# Gravel Vaccum



## Staubsaugen (Mar 3, 2003)

I got one of the syphon gravel vaccums. I tried it out today, and it seems to work fine, I just had a question about the proper way to do it. Should I just kinda go over the surface of the gravel or actually jab around in it a little bit to work up some of the dirt?


----------



## Grosse Gurke (Jan 3, 2003)

I jab down to the glass. I do this until I have cleaned half the tank and then do the other half the next week. By the time I am done with 1/2 the tank I will have removed about 1/3 the water.


----------



## Winkyee (Feb 17, 2003)

I stick mine right in the gravle sucking the gravel up the tube getting as much junk as I can out of the gravel and pinch the hose a bit to regulate the flow.


----------



## Staubsaugen (Mar 3, 2003)

thanx for your help


----------



## sccavee (Feb 11, 2003)

grosse gurke said:


> I jab down to the glass. I do this until I have cleaned half the tank and then do the other half the next week. By the time I am done with 1/2 the tank I will have removed about 1/3 the water.
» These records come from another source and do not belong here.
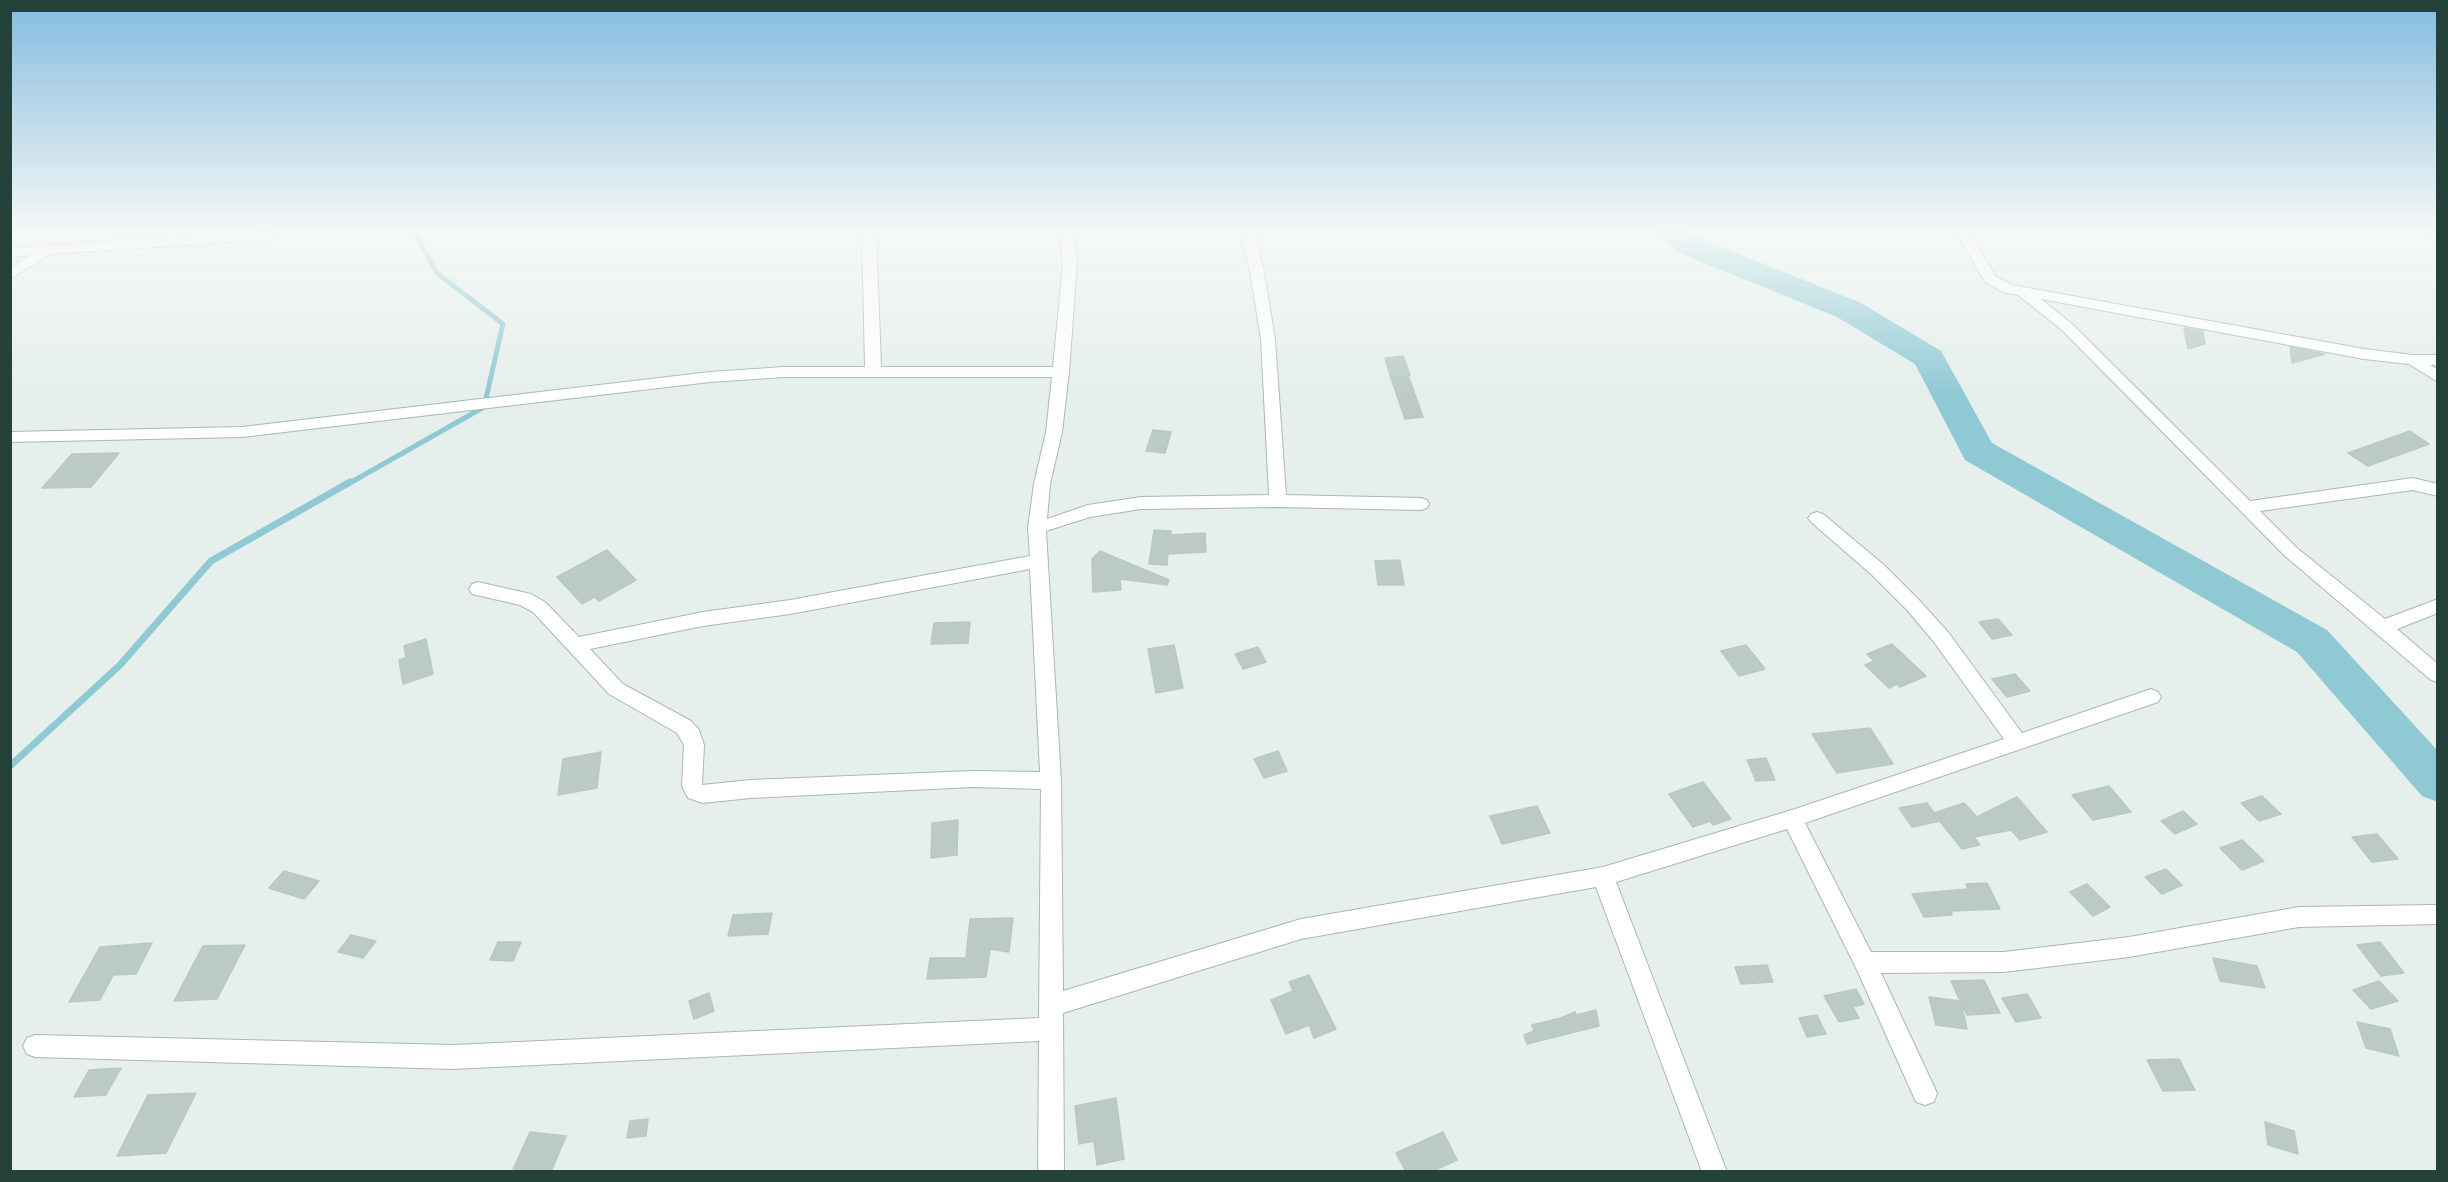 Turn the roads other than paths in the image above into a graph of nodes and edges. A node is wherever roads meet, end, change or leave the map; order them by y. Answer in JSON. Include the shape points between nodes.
{"nodes":[{"id":1,"x":871,"y":285,"type":"edge"},
{"id":2,"x":1068,"y":285,"type":"edge"},
{"id":3,"x":1259,"y":285,"type":"edge"},
{"id":4,"x":2001,"y":285,"type":"edge"},
{"id":5,"x":2023,"y":292,"type":"junction"},
{"id":6,"x":2413,"y":360,"type":"junction"},
{"id":7,"x":2438,"y":360,"type":"edge"},
{"id":8,"x":873,"y":370,"type":"junction"},
{"id":9,"x":1060,"y":372,"type":"junction"},
{"id":10,"x":2438,"y":377,"type":"edge"},
{"id":11,"x":10,"y":437,"type":"edge"},
{"id":12,"x":2438,"y":490,"type":"edge"},
{"id":13,"x":1278,"y":501,"type":"junction"},
{"id":14,"x":1421,"y":504,"type":"dead end"},
{"id":15,"x":2248,"y":507,"type":"junction"},
{"id":16,"x":1817,"y":518,"type":"dead end"},
{"id":17,"x":1037,"y":528,"type":"junction"},
{"id":18,"x":1038,"y":561,"type":"junction"},
{"id":19,"x":478,"y":589,"type":"dead end"},
{"id":20,"x":2438,"y":606,"type":"edge"},
{"id":21,"x":2383,"y":627,"type":"junction"},
{"id":22,"x":575,"y":645,"type":"junction"},
{"id":23,"x":2438,"y":675,"type":"edge"},
{"id":24,"x":2151,"y":697,"type":"dead end"},
{"id":25,"x":2017,"y":741,"type":"junction"},
{"id":26,"x":1051,"y":781,"type":"junction"},
{"id":27,"x":1792,"y":819,"type":"junction"},
{"id":28,"x":1603,"y":876,"type":"junction"},
{"id":29,"x":2435,"y":915,"type":"dead end"},
{"id":30,"x":1865,"y":963,"type":"junction"},
{"id":31,"x":1052,"y":1005,"type":"junction"},
{"id":32,"x":1052,"y":1029,"type":"junction"},
{"id":33,"x":35,"y":1046,"type":"dead end"},
{"id":34,"x":1925,"y":1093,"type":"dead end"},
{"id":35,"x":1051,"y":1172,"type":"edge"},
{"id":36,"x":1715,"y":1172,"type":"edge"}],
"edges":[{"from":1,"to":8,"type":"street"},
{"from":2,"to":9,"type":"street"},
{"from":3,"to":13,"type":"street","via":[[1268,339]]},
{"from":4,"to":5,"type":"street"},
{"from":5,"to":6,"type":"street"},
{"from":5,"to":15,"type":"street","via":[[2067,327]]},
{"from":6,"to":7,"type":"street"},
{"from":6,"to":10,"type":"street"},
{"from":8,"to":9,"type":"street"},
{"from":8,"to":11,"type":"street","via":[[710,377],[242,432]]},
{"from":9,"to":17,"type":"street"},
{"from":12,"to":15,"type":"street","via":[[2413,484]]},
{"from":13,"to":14,"type":"street"},
{"from":13,"to":17,"type":"street","via":[[1112,506]]},
{"from":15,"to":21,"type":"street","via":[[2291,552]]},
{"from":16,"to":25,"type":"street","via":[[1913,605]]},
{"from":17,"to":18,"type":"street"},
{"from":18,"to":22,"type":"street"},
{"from":18,"to":26,"type":"street"},
{"from":19,"to":22,"type":"street","via":[[525,599],[539,607]]},
{"from":20,"to":21,"type":"street"},
{"from":21,"to":23,"type":"street"},
{"from":22,"to":26,"type":"street","via":[[616,689],[684,727],[692,736],[695,792],[972,779]]},
{"from":24,"to":25,"type":"street"},
{"from":25,"to":27,"type":"street"},
{"from":26,"to":31,"type":"street"},
{"from":27,"to":28,"type":"street"},
{"from":27,"to":30,"type":"street"},
{"from":28,"to":31,"type":"street","via":[[1300,928]]},
{"from":28,"to":36,"type":"street"},
{"from":29,"to":30,"type":"street","via":[[2299,917],[2129,947],[2004,962]]},
{"from":30,"to":34,"type":"street"},
{"from":31,"to":32,"type":"street"},
{"from":32,"to":33,"type":"street","via":[[453,1057]]},
{"from":32,"to":35,"type":"street"}]}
 I do the same. Half the tank and it takes out 15 gallons in my 55 gallon tank.


----------



## baby_dragon (Mar 12, 2003)

I've got a 33 gallon, with just those glass bead rocks covering it (I needed probably 15 bags of them, it's expensive gravel, lol). My 7.5" pleco cleans it pretty darn good, but regardless, I now clean it once a day. I take about 5 minutes from start to finish, and clear about 5% of the water out, and replace it with clean water. Inside there, I've got mollies, swordtails, guppies, 2 neon tetras and my 7.5" pleco, who will be moved to a 150 gallon in 2 weeks (he will get big in there!), and I'll get a new baby pleco to replace him in the 33. I actually really love plecos. They are one of my favorite freshwater fish. probably a tie with arowana for first! wish I could breed them, but I hear it's practically unheard of.


----------